_Problem_. Where the word "junctions" occurs in a line of the data, return the whole line.

_Exercise data_.
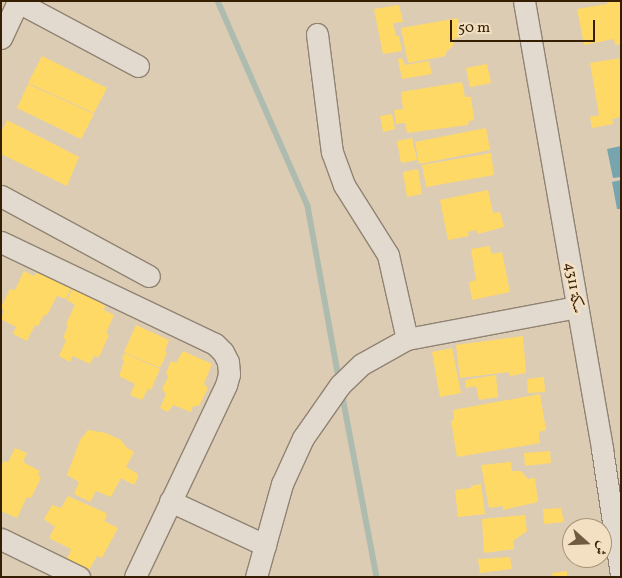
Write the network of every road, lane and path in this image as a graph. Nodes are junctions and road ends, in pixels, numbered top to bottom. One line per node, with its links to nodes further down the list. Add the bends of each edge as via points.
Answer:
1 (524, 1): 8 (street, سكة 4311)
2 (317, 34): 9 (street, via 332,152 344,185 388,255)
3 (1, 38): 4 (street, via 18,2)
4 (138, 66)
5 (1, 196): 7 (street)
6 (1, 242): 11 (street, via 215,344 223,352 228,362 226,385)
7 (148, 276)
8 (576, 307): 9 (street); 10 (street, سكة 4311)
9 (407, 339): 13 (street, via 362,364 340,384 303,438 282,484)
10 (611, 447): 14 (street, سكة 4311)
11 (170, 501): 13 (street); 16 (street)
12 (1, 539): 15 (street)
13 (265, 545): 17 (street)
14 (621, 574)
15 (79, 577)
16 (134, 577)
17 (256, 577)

...

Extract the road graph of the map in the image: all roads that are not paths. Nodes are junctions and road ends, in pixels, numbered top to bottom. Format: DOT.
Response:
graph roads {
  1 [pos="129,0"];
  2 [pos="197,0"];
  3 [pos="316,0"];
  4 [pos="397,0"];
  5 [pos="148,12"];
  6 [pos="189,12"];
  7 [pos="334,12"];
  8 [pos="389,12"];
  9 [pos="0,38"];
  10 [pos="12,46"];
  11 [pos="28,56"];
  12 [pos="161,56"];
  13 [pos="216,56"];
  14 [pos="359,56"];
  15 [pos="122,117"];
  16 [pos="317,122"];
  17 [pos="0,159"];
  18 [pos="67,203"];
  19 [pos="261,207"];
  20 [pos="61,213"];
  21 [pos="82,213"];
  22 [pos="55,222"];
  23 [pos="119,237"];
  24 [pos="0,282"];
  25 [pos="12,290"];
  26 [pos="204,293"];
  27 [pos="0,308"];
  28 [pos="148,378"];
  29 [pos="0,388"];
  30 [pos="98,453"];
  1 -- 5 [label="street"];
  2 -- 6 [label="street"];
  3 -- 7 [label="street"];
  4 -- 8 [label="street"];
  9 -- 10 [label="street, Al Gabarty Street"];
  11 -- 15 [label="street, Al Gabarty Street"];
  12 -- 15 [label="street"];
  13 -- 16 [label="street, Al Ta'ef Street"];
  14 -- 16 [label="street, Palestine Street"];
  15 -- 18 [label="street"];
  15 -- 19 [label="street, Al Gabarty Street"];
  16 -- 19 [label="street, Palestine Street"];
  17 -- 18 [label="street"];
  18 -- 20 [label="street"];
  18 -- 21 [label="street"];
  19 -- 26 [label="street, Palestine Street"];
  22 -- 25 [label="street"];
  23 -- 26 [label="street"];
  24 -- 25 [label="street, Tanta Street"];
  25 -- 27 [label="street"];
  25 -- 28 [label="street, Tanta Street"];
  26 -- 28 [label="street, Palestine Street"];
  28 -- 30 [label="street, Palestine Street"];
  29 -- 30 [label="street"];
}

_Solution_.
Write the network of every road, lane and path in this image as a graph. Nodes are junctions and road ends, in pixels, numbered top to bottom. One line per node, with its links to nodes further down the list. Add the bends of each edge as via points.
Extract the road graph of the map in the image: all roads that are not paths. Nodes are junctions and road ends, in pixels, numbered top to bottom. Format: DOT.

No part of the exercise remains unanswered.